WHAT YOU SHOULD DO:
The answer should be each line from the entries below that has the word "Wilwood" in it.

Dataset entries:
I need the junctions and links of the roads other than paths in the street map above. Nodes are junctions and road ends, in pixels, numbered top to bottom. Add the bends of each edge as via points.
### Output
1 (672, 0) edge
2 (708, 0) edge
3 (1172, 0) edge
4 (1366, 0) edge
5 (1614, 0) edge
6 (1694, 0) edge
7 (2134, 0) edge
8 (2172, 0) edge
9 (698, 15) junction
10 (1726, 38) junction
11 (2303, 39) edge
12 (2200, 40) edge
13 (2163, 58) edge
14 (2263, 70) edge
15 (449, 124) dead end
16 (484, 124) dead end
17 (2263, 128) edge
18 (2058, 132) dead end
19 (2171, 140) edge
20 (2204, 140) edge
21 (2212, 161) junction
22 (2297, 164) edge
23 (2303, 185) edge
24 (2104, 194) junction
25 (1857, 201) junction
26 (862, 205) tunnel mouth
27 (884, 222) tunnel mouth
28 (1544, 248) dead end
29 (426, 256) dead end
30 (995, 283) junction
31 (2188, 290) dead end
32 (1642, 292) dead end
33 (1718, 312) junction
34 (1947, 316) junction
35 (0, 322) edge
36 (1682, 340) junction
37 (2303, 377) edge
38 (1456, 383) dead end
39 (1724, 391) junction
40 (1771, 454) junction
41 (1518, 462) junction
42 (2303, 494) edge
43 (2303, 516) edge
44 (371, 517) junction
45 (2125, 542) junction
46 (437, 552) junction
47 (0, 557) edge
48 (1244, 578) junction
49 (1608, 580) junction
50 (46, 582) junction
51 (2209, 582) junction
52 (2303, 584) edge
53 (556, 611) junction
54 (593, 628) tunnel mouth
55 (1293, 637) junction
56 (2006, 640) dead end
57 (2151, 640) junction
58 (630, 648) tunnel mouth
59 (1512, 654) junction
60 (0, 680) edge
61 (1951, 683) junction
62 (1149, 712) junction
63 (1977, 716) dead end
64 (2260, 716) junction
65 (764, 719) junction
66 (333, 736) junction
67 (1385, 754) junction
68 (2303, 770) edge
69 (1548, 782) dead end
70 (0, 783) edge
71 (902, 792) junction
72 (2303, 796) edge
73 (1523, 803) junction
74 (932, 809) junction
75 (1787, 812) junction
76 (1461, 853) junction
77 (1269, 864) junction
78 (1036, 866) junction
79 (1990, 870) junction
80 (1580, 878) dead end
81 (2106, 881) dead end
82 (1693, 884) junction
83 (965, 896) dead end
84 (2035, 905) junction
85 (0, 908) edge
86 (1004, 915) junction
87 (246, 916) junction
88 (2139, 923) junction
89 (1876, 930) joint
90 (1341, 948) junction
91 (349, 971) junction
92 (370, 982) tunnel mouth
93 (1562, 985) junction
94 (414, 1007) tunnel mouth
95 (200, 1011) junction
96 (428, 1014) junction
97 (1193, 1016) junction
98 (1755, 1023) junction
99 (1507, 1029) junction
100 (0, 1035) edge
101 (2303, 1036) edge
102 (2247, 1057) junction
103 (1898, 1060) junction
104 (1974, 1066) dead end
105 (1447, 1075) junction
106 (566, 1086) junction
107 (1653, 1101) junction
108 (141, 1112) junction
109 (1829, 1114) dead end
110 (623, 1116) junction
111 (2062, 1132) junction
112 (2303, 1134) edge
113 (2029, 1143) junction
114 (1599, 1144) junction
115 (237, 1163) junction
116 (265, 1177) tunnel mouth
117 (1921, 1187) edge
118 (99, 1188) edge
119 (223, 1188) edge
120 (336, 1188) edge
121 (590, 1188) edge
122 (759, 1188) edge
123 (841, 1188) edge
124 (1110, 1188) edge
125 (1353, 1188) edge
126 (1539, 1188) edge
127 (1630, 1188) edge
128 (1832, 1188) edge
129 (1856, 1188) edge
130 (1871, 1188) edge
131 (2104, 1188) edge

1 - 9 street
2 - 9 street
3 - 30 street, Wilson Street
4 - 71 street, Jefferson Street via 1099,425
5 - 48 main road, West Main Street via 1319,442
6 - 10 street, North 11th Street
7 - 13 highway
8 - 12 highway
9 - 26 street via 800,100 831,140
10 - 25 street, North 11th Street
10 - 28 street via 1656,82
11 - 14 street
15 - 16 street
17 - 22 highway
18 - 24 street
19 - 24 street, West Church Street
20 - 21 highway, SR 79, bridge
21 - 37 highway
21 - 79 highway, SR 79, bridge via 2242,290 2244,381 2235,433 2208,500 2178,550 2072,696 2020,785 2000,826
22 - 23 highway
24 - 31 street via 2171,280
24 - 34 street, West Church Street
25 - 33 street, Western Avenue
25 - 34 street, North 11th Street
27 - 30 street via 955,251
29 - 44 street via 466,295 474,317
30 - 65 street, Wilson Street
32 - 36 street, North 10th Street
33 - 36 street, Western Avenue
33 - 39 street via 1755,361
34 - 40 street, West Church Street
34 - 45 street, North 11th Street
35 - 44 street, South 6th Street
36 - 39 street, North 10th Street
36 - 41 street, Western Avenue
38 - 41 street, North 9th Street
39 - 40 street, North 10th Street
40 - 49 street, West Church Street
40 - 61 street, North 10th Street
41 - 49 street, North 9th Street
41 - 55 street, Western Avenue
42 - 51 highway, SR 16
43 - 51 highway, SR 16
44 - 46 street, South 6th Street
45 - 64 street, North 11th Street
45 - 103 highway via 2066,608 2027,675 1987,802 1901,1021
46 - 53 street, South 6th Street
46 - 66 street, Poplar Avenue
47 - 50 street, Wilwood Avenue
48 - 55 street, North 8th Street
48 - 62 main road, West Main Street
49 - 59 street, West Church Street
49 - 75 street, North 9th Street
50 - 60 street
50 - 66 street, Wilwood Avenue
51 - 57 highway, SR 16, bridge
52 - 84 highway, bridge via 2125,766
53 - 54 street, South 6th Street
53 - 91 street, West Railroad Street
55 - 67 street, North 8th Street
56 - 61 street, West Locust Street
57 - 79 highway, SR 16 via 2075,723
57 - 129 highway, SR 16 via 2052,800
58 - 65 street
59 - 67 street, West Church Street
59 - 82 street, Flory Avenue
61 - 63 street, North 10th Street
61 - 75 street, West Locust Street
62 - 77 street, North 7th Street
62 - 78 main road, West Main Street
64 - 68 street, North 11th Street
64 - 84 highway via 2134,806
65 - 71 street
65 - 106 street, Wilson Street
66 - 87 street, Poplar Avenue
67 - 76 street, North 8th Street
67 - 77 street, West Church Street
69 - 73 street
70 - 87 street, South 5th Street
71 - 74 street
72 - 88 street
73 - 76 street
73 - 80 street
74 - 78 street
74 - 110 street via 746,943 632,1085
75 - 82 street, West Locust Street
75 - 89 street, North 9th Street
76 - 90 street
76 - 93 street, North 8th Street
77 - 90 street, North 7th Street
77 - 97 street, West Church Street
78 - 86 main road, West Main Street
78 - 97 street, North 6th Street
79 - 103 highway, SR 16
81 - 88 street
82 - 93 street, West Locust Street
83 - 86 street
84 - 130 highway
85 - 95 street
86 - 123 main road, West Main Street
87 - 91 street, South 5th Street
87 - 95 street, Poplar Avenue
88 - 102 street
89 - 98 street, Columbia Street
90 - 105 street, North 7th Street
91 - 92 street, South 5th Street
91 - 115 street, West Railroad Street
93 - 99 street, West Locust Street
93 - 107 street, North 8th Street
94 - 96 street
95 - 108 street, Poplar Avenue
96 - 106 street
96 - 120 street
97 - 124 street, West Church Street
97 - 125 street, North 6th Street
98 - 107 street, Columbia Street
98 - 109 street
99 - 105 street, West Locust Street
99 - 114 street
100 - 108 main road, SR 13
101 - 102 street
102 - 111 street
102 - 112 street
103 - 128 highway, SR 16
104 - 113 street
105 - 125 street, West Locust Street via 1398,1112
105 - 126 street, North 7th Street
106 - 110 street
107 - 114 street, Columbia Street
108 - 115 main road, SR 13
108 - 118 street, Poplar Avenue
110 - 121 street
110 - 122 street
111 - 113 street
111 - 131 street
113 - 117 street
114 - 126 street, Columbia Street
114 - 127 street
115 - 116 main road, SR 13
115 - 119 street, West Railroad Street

EXERCISE ANSWER:
47 - 50 street, Wilwood Avenue
50 - 66 street, Wilwood Avenue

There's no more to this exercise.